With no immediate deal in sight, the league said last month it would consider other sites beyond Flushing-Meadows and possibly beyond Queens.

In the meantime, Yankee Stadium has been floated as a possible interim home field.

In his letter, Diaz said The Bronx is the ideal borough for a permanent professional soccer stadium.

It is an emerging “sports mecca,” with plans in the works for a $22 million tennis center, a Donald Trump-managed golf course and a massive ice sports arena soon to join the borough’s world-famous Yankee Stadium, Diaz argued.

“Professional soccer would be a perfect complement to these projects,” Diaz wrote.

What’s more, as immigrants from West Africa, Latin America and other soccer-crazed regions continue to settle in The Bronx, soccer will only grow in popularity there, he said.

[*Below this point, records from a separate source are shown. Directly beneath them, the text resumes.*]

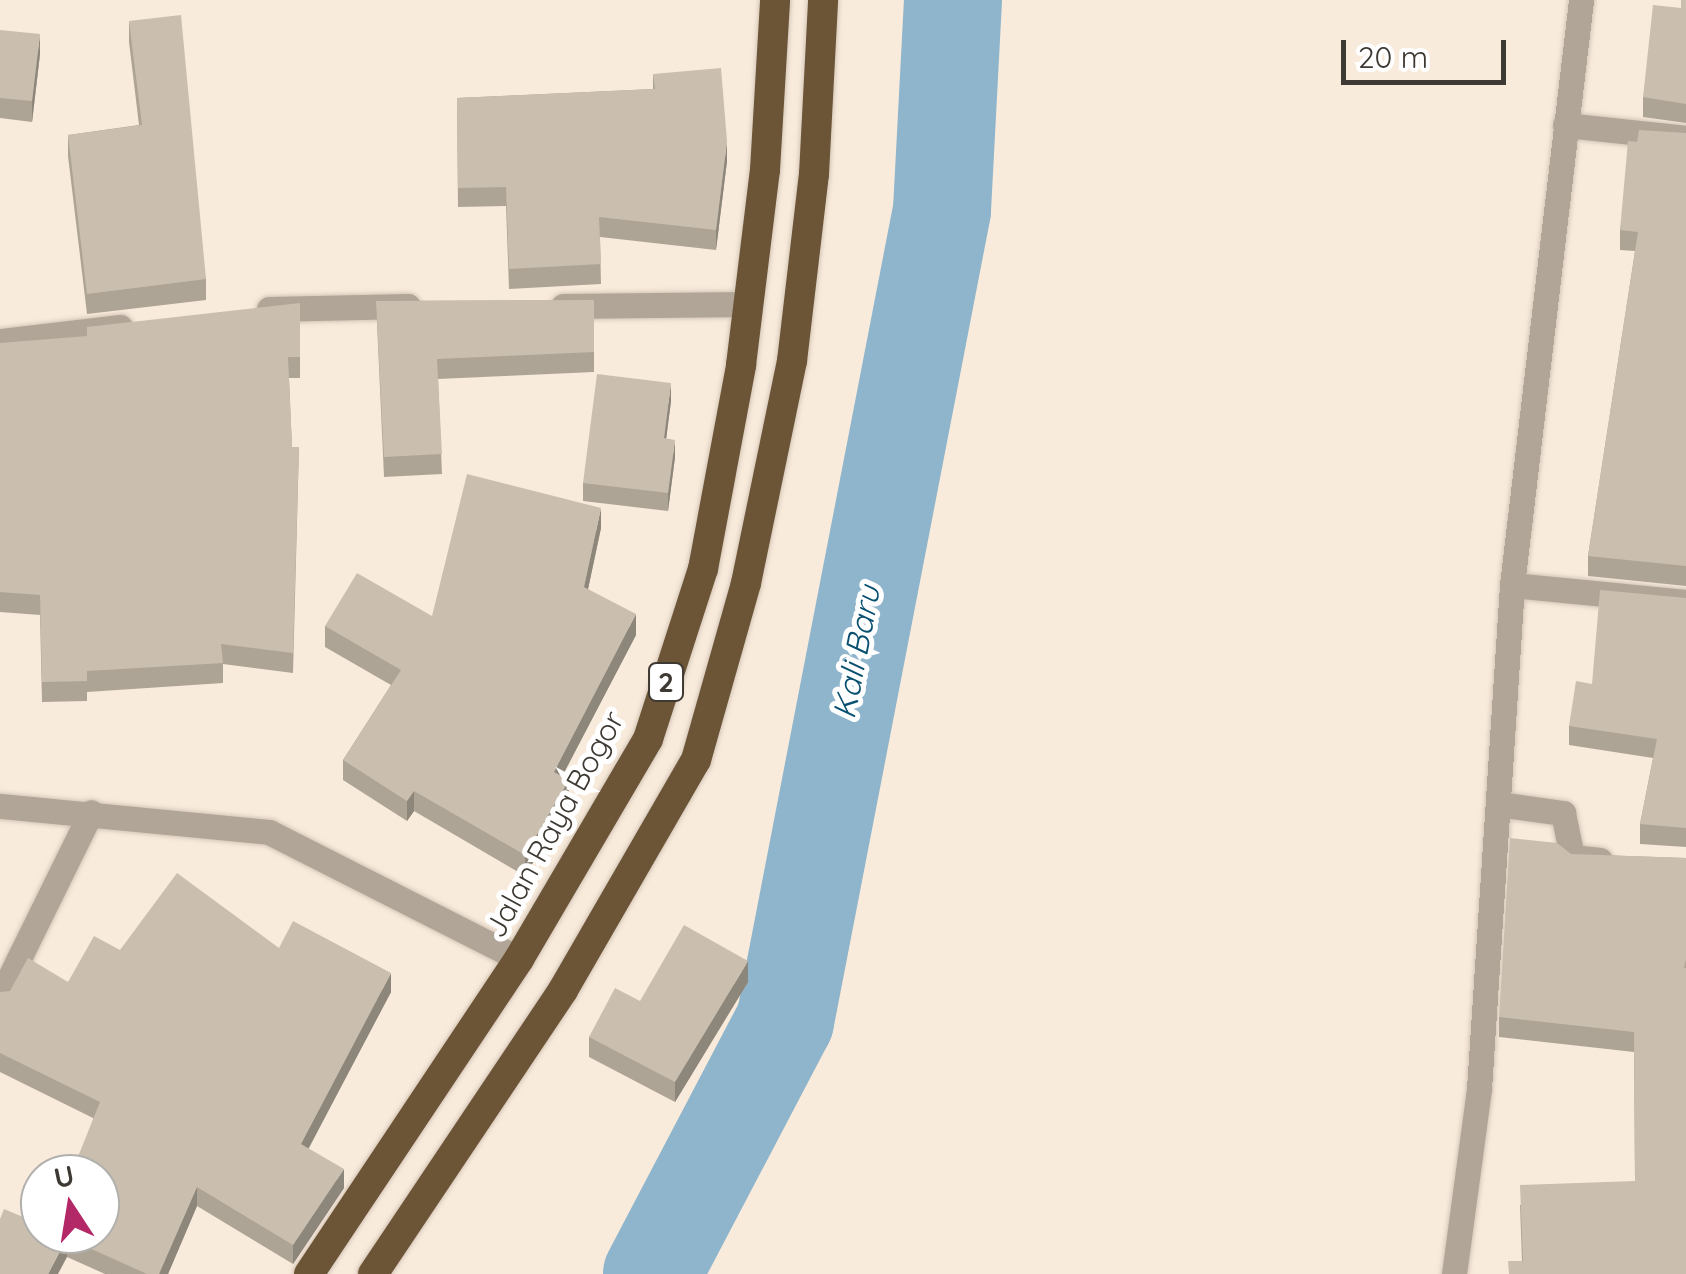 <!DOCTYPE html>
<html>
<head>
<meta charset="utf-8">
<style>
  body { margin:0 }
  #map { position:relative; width:1686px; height:1274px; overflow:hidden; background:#f9ebdb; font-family:Quicksand,sans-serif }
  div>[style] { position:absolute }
  .river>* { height:98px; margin:-49px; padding:0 49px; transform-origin:49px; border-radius:49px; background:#8fb5cc }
  .roads { filter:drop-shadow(0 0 2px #d4c7b9) drop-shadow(0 0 2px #d4c7b9) }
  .minor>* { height:25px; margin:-12.5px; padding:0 12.5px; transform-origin:12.5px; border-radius:12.5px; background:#b1a598 }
  .highway>* { height:30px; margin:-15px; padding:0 15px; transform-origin:15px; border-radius:15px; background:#6c5437 }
  .wall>* { inset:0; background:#aea496 }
  .shaded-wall>* { inset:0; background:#8d867a }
  .building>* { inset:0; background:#cabfae }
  span { translate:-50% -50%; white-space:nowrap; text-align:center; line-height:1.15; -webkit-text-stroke:10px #fff; paint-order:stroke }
  .shield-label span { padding:2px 8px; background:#fff; border:2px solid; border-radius:8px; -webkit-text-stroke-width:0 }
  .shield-label { font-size:28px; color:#3e3932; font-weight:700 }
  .street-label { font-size:30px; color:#3e3932 }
  .water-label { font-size:32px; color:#095070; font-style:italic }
  .north { position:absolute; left:20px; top:1154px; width:100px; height:100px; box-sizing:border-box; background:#fff; border:2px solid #b2b0ad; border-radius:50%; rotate:348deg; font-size:28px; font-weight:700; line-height:40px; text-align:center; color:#3e3932 }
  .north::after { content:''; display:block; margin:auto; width:35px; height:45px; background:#b32866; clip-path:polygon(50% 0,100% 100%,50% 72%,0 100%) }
  .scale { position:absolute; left:1341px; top:40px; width:165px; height:45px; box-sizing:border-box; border:5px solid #3e3932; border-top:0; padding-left:12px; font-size:30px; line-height:35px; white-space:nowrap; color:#3e3932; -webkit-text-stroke:8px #fff; paint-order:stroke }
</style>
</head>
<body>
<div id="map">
  <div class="river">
    <i style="left:652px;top:1274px;width:286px;rotate:-62.3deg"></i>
    <i style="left:785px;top:1021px;width:826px;rotate:-79.04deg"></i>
    <i style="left:942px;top:210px;width:210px;rotate:-87deg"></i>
  </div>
  <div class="roads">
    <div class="minor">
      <i style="left:1565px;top:125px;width:122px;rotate:6.1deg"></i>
      <i style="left:563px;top:306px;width:185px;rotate:-0.6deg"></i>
      <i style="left:269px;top:309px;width:139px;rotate:-1.2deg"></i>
      <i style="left:0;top:341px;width:121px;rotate:-6.7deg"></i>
      <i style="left:1512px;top:585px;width:175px;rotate:5.6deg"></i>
      <i style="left:1498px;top:804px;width:66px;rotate:7.9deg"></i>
      <i style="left:1563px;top:813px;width:45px;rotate:78.4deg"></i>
      <i style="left:1572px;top:857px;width:28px;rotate:6deg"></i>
      <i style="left:0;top:806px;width:270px;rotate:5.5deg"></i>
      <i style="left:269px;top:832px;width:280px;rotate:26.9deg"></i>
      <i style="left:0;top:997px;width:206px;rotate:-63.8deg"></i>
      <i style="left:1454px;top:1274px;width:187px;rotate:-82.3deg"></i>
      <i style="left:1479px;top:1089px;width:505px;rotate:-86.25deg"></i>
      <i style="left:1512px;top:585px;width:589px;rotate:-83.27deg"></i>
    </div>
    <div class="highway">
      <i style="left:309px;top:1274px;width:379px;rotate:-56.3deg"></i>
      <i style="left:519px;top:959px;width:255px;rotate:-59.6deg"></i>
      <i style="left:648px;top:739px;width:179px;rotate:-72.1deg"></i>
      <i style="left:703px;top:569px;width:208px;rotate:-79.4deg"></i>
      <i style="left:741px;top:365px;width:196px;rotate:-83deg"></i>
      <i style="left:765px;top:170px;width:170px;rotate:-86.6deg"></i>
      <i style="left:373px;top:1274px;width:342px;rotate:-56.2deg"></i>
      <i style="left:563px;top:990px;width:266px;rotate:-60deg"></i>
      <i style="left:696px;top:760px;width:184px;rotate:-74.2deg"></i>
      <i style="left:746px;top:583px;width:227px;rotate:-78.3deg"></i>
      <i style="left:792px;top:361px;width:188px;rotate:-83.3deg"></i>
      <i style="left:814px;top:174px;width:174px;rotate:-87deg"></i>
    </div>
  </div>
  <div class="wall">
    <i style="clip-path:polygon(1686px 0,1686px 123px,1643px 117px,1643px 97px,1681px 8px)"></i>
    <i style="clip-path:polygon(129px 21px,206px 279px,206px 300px,87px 314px,68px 156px,68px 135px,139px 125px,129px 42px)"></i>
    <i style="clip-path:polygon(0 30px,40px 54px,32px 122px,0 118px)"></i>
    <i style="clip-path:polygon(653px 74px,727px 161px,716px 250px,600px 237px,601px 284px,509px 289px,506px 206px,458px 207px,457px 98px,653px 89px)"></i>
    <i style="clip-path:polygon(1686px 133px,1686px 586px,1588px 576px,1588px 556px,1635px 251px,1620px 250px,1620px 230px,1637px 142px)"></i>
    <i style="clip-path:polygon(594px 300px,594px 372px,438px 379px,442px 474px,384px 477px,376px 301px)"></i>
    <i style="clip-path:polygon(300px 303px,300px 378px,289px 378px,292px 447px,299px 447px,293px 673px,223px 664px,223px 683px,87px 692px,87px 701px,42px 702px,40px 615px,0 612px,0 343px,87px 336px)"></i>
    <i style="clip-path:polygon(671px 401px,666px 439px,675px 457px,668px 511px,583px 501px,583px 483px)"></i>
    <i style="clip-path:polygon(601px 528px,588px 589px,636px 635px,562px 776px,569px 801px,525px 876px,414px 811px,407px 821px,343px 780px,343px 760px,391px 685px,325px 647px,325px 626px,432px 616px)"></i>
    <i style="clip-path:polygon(1686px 598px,1686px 847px,1640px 844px,1640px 824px,1653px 758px,1569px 745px,1569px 726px,1592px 684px)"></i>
    <i style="clip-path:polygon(1571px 854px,1686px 858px,1686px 1274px,1522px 1261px,1520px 1205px,1635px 1181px,1634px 1052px,1499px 1037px,1499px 1017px)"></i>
    <i style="clip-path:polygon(279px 948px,391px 992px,308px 1148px,344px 1188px,293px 1264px,197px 1206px,168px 1274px,105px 1274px,67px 1257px,40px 1234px,100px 1234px,93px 1118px,0 1072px,0 992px,68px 982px,120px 950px)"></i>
    <i style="clip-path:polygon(748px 982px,675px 1102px,589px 1057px,589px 1037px,640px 1001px)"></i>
  </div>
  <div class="shaded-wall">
    <i style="clip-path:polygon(40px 34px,40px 54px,32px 122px,32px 101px)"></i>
    <i style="clip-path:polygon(727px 141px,727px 161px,716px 250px,716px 230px)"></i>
    <i style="clip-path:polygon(671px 383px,671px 401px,664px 456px,664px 438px)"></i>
    <i style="clip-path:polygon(675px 440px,675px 457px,668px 511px,668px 493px)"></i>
    <i style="clip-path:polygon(601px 508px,601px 528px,584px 608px,584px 587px)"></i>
    <i style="clip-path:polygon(636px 614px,636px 635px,554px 792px,554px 772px)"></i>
    <i style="clip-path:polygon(569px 780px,569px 801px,525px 876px,525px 855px)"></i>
    <i style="clip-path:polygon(414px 791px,414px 811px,407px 821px,407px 801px)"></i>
    <i style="clip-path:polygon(748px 961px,748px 982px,675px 1102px,675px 1082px)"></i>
    <i style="clip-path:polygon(391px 973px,391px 992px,301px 1163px,301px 1144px)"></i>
    <i style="clip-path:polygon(344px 1169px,344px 1188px,293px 1264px,293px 1245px)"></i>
    <i style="clip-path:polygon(197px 1187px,197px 1206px,168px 1274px,159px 1274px)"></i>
    <i style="clip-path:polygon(67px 1238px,67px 1257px,58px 1274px,48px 1274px)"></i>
  </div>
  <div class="building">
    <i style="clip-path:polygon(1681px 0,1686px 0,1686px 104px,1643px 97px,1653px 5px,1681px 8px)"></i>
    <i style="clip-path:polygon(181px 15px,206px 279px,87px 294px,68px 135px,142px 125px,129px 21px)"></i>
    <i style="clip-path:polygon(0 30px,40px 34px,32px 101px,0 98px)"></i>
    <i style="clip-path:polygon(721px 68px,727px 141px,716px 230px,599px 217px,601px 264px,509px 269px,506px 187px,458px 188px,457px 98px,655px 89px,653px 74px)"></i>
    <i style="clip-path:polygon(1639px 130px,1686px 133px,1686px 566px,1588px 556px,1638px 232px,1620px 230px,1628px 141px,1637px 142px)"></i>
    <i style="clip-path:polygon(594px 300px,594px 352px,437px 359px,442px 454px,384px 457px,376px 301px)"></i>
    <i style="clip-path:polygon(300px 303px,300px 357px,288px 357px,292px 447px,299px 447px,293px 653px,221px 644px,223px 663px,87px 671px,87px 681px,42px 682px,40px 595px,0 592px,0 343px,87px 336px,87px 327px)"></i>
    <i style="clip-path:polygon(597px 374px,671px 383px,664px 438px,675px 440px,668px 493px,583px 483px)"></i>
    <i style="clip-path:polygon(467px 474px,601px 508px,584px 587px,636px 614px,554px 772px,569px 780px,525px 855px,414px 791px,407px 801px,343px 760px,401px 670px,325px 626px,357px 573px,432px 616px)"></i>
    <i style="clip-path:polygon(1600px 590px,1686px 598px,1686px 828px,1640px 824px,1657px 739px,1569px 726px,1576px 681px,1592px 684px)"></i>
    <i style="clip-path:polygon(1510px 838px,1557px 843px,1571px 854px,1686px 858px,1686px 959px,1684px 968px,1686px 968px,1686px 1274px,1509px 1274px,1508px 1261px,1523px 1261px,1520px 1185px,1635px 1181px,1634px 1032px,1499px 1017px)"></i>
    <i style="clip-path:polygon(177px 873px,279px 948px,293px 921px,391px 973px,301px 1144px,344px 1169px,293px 1245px,197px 1187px,159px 1274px,147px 1274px,67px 1238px,48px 1274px,0 1274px,0 1219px,4px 1209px,40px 1224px,40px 1234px,100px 1234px,100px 1174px,71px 1174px,100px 1102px,0 1053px,0 992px,10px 991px,28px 958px,68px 982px,94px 936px,120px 950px)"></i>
    <i style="clip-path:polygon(684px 925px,748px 961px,675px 1082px,589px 1037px,615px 988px,640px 1001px)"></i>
  </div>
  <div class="shield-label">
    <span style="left:666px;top:682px">2</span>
  </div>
  <div class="street-label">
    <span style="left:554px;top:824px;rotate:-61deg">Jalan Raya Bogor</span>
  </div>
  <div class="water-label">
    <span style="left:856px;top:652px;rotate:-79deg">Kali Baru</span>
  </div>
  <div class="north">U</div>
  <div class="scale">20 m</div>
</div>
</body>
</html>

And for local businesses, restaurants and workers, a new stadium could be an economic hat trick, Diaz added.

“It’s about creating a new brand for the borough, creating jobs and creating a level of entertainment that people want to see,” Diaz said Thursday.

The MLS referred questions about Diaz’s request to the New York City FC owners. The Yankees declined to comment and Manchester City did not immediately respond.

Diaz said he had not yet received a reply, but that he was only seeking to initiate “preliminary conversations.”

His office does not have a specific site in mind, whether on public or private land, he added.

Asked if he anticipated the level of resistance that Queens residents put up against a parkland stadium there — or, for that matter, the fury many Bronx residents felt when the Yankees built their new stadium over a neighborhood park — Diaz demurred.

“That’s way down the road,” he said. “We don’t even know where it’s going to go.”